On the 25th of April, Francois Hollande, the president of France, had said that the introduction of minimum quota prices for greenhouse gas emissions. He said that this was going to give greater visibility to investors while promoting gas over coal in the electricity sector.
After aggressive lobbying, the measure had been restricted to the four remaining power stations that are coal-fired. A couple in Cordemais and Le Havre are run by the EDF while the other two in Saint-Avold and Gardanne are run by Uniper.
This tax was meant to be introduced as part of the 2017 budget of France. Gerard Mestrallet, the ex-boss at Engie, is a committee member working on carbon prices.

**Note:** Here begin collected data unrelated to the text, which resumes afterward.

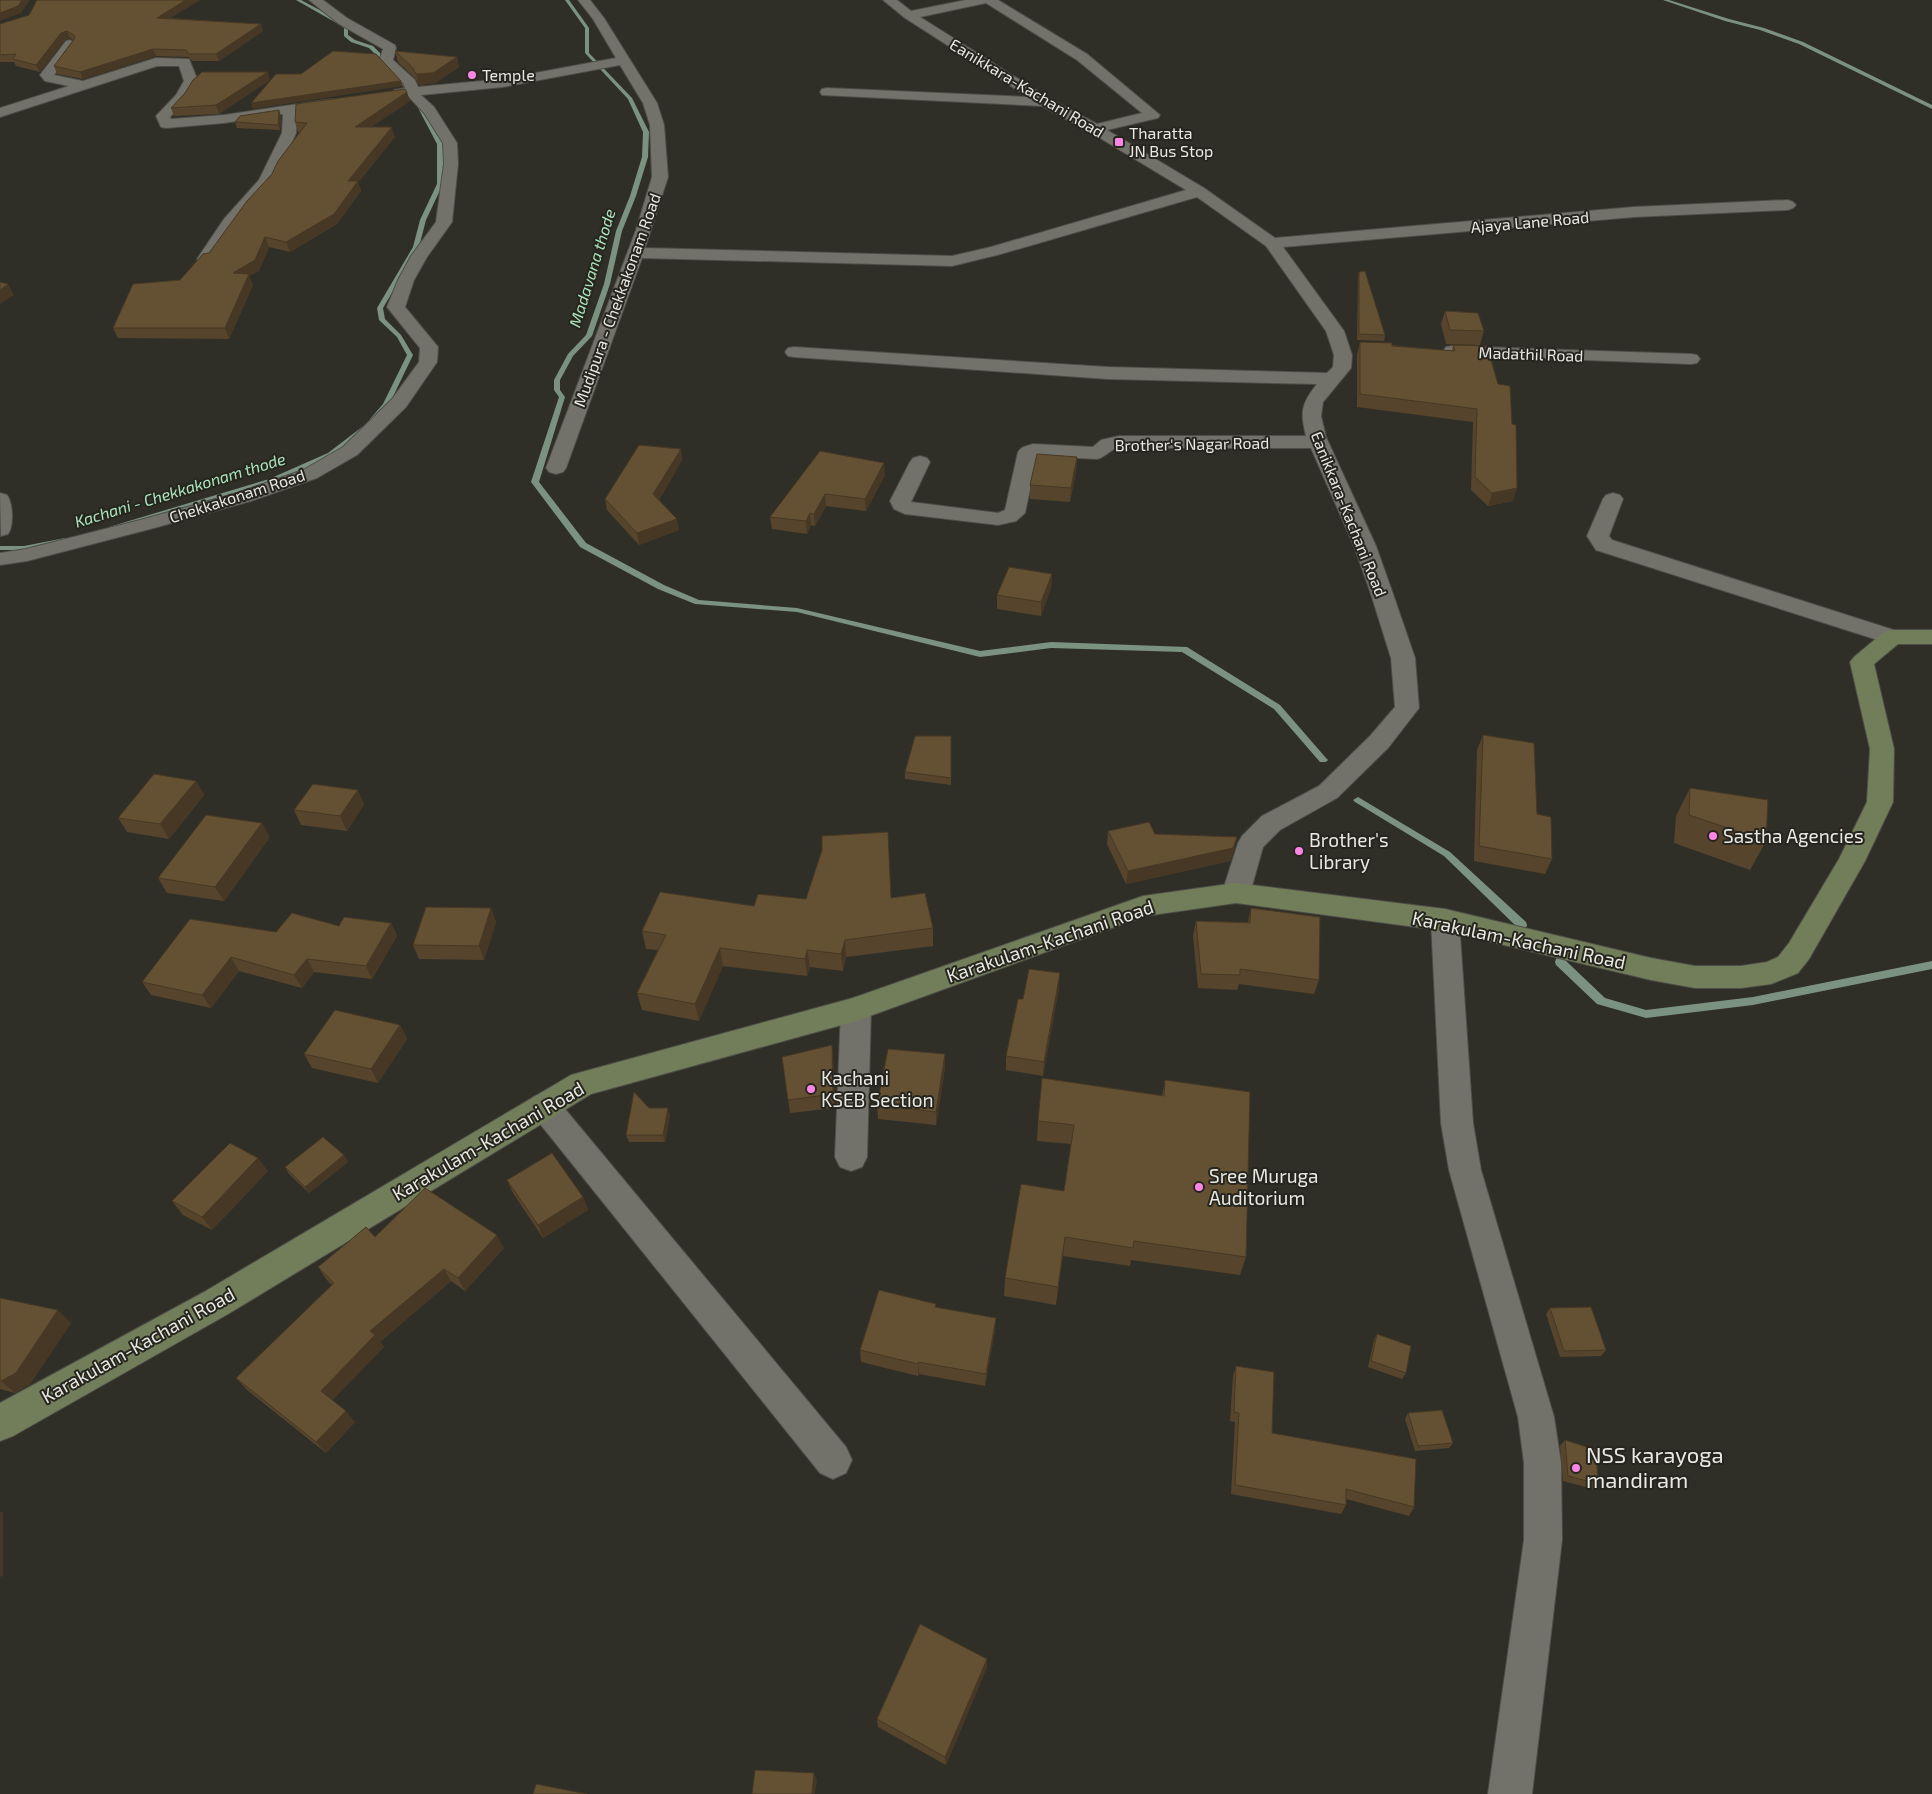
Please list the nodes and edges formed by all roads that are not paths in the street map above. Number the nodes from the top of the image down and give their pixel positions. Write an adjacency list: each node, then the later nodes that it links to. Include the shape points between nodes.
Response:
1 (315, 0): 10 (street, Chekkakonam Road, via 343,21 390,48 386,61 410,83)
2 (584, 0): 8 (street, Mudipura - Chekkakonam Road)
3 (889, 0): 6 (street, Eanikkara-Kachani Road)
4 (984, 0): 6 (street)
5 (990, 0): 17 (street, via 1082,57 1153,115)
6 (909, 15): 14 (street, Eanikkara-Kachani Road)
7 (70, 44): 9 (street, via 48,75)
8 (623, 62): 10 (street, via 503,83); 21 (street, Mudipura - Chekkakonam Road, via 650,103 657,125 660,168)
9 (82, 85): 15 (street, via 156,62 184,62 191,82 182,97 163,116 166,124); 16 (street)
10 (412, 91): 12 (street); 35 (street, Chekkakonam Road, via 429,110 450,143 452,164 444,222 419,256 396,307 429,346 428,362 399,403 350,450 310,474 244,497 147,524 28,555)
11 (827, 92): 14 (street)
12 (384, 95)
13 (347, 101): 15 (street)
14 (1045, 102): 17 (street, Eanikkara-Kachani Road)
15 (290, 110): 22 (street, via 290,133 266,182 230,222)
16 (0, 112)
17 (1095, 129): 18 (street, Eanikkara-Kachani Road)
18 (1199, 191): 20 (street, Eanikkara-Kachani Road); 21 (street, via 952,261)
19 (1788, 205): 20 (street, Ajaya Lane Road, via 1634,212)
20 (1272, 244): 23 (street, Eanikkara-Kachani Road, via 1335,331)
21 (636, 253): 31 (street, Mudipura - Chekkakonam Road)
22 (206, 259)
23 (1340, 347): 24 (street); 28 (street, Eanikkara-Kachani Road, via 1344,355 1342,368)
24 (1360, 348)
25 (1438, 350): 27 (street, Madathil Road)
26 (794, 352): 28 (street, via 1108,373)
27 (1692, 359)
28 (1332, 379): 29 (street, Eanikkara-Kachani Road, via 1314,402 1311,416)
29 (1319, 442): 30 (street, Brother's Nagar Road, via 1123,442 1110,444 1097,453 1033,450 1028,452 1015,513 998,519 900,505); 38 (street, Eanikkara-Kachani Road, via 1382,591 1403,658 1407,708 1328,792 1271,823 1252,843)
30 (920, 462)
31 (556, 468)
32 (0, 499): 34 (street)
33 (1613, 499): 36 (street, via 1598,536 1604,545)
34 (1, 530)
35 (0, 559)
36 (1892, 637): 37 (main road); 39 (main road, Karakulam-Kachani Road, via 1862,662 1882,749 1880,802 1852,861 1788,965 1771,973 1741,977 1695,977)
37 (1932, 637)
38 (1236, 892): 39 (main road, Karakulam-Kachani Road); 40 (main road, Karakulam-Kachani Road, via 1143,906)
39 (1445, 920): 45 (street, via 1457,1123 1465,1170 1542,1445 1543,1540)
40 (856, 1009): 41 (main road, Karakulam-Kachani Road, via 582,1084); 42 (street)
41 (544, 1106): 43 (main road, Karakulam-Kachani Road, via 216,1303); 44 (street)
42 (851, 1157)
43 (0, 1423)
44 (833, 1460)
45 (1510, 1794)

But this isn’t going to happen. Christian Eckert, Budget Secretary of State, recently removed this amendment for introducing carbon tax which was approved by the sustainable development committee of the French parliament.
The amendment had been rejected by the government when demonstrations were organized by the CGT. Demonstrators certainly had a few persuasive arguments for the MP near Saint-Avold’s power station.
After burying amendments, the secretary of state spoke about introducing this tax later on. He said that under the multi-annual energy program in France, the coal-fired power stations would be closed down latest by 2023.
The environment ministry was making different noises, arguing the coal tax would be enacted at the European level.
This failure of tax emissions is doubly problematic for the country. But, it will give a significant boost financially to Uniper and EDF which can run their power stations at maximum capacity while taking advantage of the high electricity prices.